The task: Copy out every record below exactly as written, but leave out any pictures.

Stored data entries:
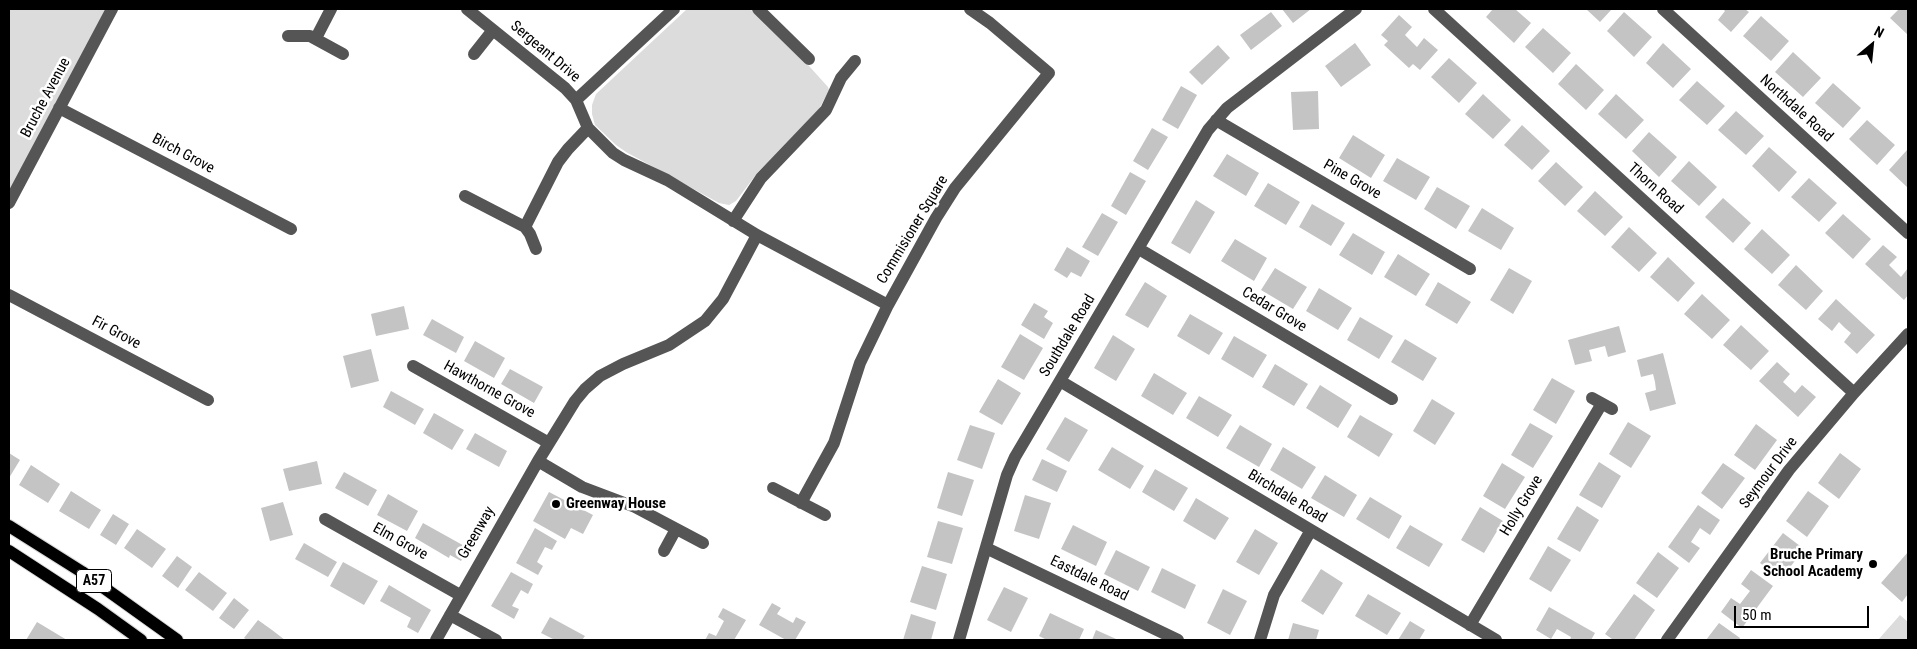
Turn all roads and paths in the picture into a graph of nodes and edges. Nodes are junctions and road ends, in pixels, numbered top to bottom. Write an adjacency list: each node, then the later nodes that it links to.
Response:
1 (112, 9): 18 (street, Bruche Avenue)
2 (331, 9): 12 (street)
3 (467, 9): 10 (street, Sergeant Drive)
4 (674, 9): 17 (street)
5 (758, 9): 15 (street)
6 (970, 9): 32 (street, Commisioner Square)
7 (1356, 9): 19 (street, Southdale Road)
8 (1434, 9): 36 (street, Thorn Road)
9 (1663, 9): 26 (street, Northdale Road)
10 (493, 30): 14 (street, Sergeant Drive); 17 (street, Sergeant Drive)
11 (288, 36): 12 (street)
12 (316, 38): 13 (street)
13 (343, 54)
14 (474, 54)
15 (809, 59)
16 (855, 61): 23 (street)
17 (576, 100): 20 (street, Sergeant Drive)
18 (59, 108): 22 (street, Bruche Avenue); 25 (street, Birch Grove)
19 (1216, 120): 29 (street, Southdale Road); 30 (street, Pine Grove)
20 (588, 128): 23 (street, Commisioner Square); 24 (street)
21 (465, 196): 24 (street)
22 (9, 203)
23 (733, 221): 27 (street, Commisioner Square)
24 (525, 227): 28 (street)
25 (291, 229)
26 (1908, 232)
27 (757, 235): 32 (street, Commisioner Square); 40 (street, Greenway)
28 (536, 249)
29 (1139, 249): 35 (street, Southdale Road); 38 (street, Cedar Grove)
30 (1470, 269)
31 (9, 295): 37 (street, Fir Grove)
32 (888, 304): 43 (street)
33 (1908, 334): 36 (street, Seymour Drive)
34 (413, 366): 40 (street, Hawthorne Grove)
35 (1060, 381): 48 (street, Birchdale Road); 50 (street, Southdale Road)
36 (1854, 393): 64 (street, Seymour Drive)
37 (208, 400)
38 (1392, 400)
39 (1602, 404): 55 (street, Holly Grove)
40 (549, 442): 41 (street, Greenway)
41 (538, 461): 47 (street); 53 (street, Greenway)
42 (774, 488): 43 (street)
43 (801, 502): 44 (street)
44 (825, 515)
45 (325, 518): 53 (street, Elm Grove)
46 (9, 526): 57 (main road, A57)
47 (676, 528): 49 (street); 52 (street)
48 (1311, 530): 55 (street, Birchdale Road); 62 (street)
49 (703, 543)
50 (986, 548): 60 (street, Southdale Road); 61 (street, Eastdale Road)
51 (9, 551): 56 (main road, A57)
52 (664, 551)
53 (460, 594): 54 (street, Greenway)
54 (450, 615): 58 (street, Greenway); 59 (street)
55 (1470, 624): 63 (street, Birchdale Road)
56 (141, 640)
57 (177, 640)
58 (436, 640)
59 (496, 640)
60 (959, 640)
61 (1178, 640)
62 (1260, 640)
63 (1496, 640)
64 (1667, 640)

Output below:
Turn all roads and paths in the picture into a graph of nodes and edges. Nodes are junctions and road ends, in pixels, numbered top to bottom. Write an adjacency list: each node, then the later nodes that it links to.
Response:
1 (112, 9): 18 (street, Bruche Avenue)
2 (331, 9): 12 (street)
3 (467, 9): 10 (street, Sergeant Drive)
4 (674, 9): 17 (street)
5 (758, 9): 15 (street)
6 (970, 9): 32 (street, Commisioner Square)
7 (1356, 9): 19 (street, Southdale Road)
8 (1434, 9): 36 (street, Thorn Road)
9 (1663, 9): 26 (street, Northdale Road)
10 (493, 30): 14 (street, Sergeant Drive); 17 (street, Sergeant Drive)
11 (288, 36): 12 (street)
12 (316, 38): 13 (street)
13 (343, 54)
14 (474, 54)
15 (809, 59)
16 (855, 61): 23 (street)
17 (576, 100): 20 (street, Sergeant Drive)
18 (59, 108): 22 (street, Bruche Avenue); 25 (street, Birch Grove)
19 (1216, 120): 29 (street, Southdale Road); 30 (street, Pine Grove)
20 (588, 128): 23 (street, Commisioner Square); 24 (street)
21 (465, 196): 24 (street)
22 (9, 203)
23 (733, 221): 27 (street, Commisioner Square)
24 (525, 227): 28 (street)
25 (291, 229)
26 (1908, 232)
27 (757, 235): 32 (street, Commisioner Square); 40 (street, Greenway)
28 (536, 249)
29 (1139, 249): 35 (street, Southdale Road); 38 (street, Cedar Grove)
30 (1470, 269)
31 (9, 295): 37 (street, Fir Grove)
32 (888, 304): 43 (street)
33 (1908, 334): 36 (street, Seymour Drive)
34 (413, 366): 40 (street, Hawthorne Grove)
35 (1060, 381): 48 (street, Birchdale Road); 50 (street, Southdale Road)
36 (1854, 393): 64 (street, Seymour Drive)
37 (208, 400)
38 (1392, 400)
39 (1602, 404): 55 (street, Holly Grove)
40 (549, 442): 41 (street, Greenway)
41 (538, 461): 47 (street); 53 (street, Greenway)
42 (774, 488): 43 (street)
43 (801, 502): 44 (street)
44 (825, 515)
45 (325, 518): 53 (street, Elm Grove)
46 (9, 526): 57 (main road, A57)
47 (676, 528): 49 (street); 52 (street)
48 (1311, 530): 55 (street, Birchdale Road); 62 (street)
49 (703, 543)
50 (986, 548): 60 (street, Southdale Road); 61 (street, Eastdale Road)
51 (9, 551): 56 (main road, A57)
52 (664, 551)
53 (460, 594): 54 (street, Greenway)
54 (450, 615): 58 (street, Greenway); 59 (street)
55 (1470, 624): 63 (street, Birchdale Road)
56 (141, 640)
57 (177, 640)
58 (436, 640)
59 (496, 640)
60 (959, 640)
61 (1178, 640)
62 (1260, 640)
63 (1496, 640)
64 (1667, 640)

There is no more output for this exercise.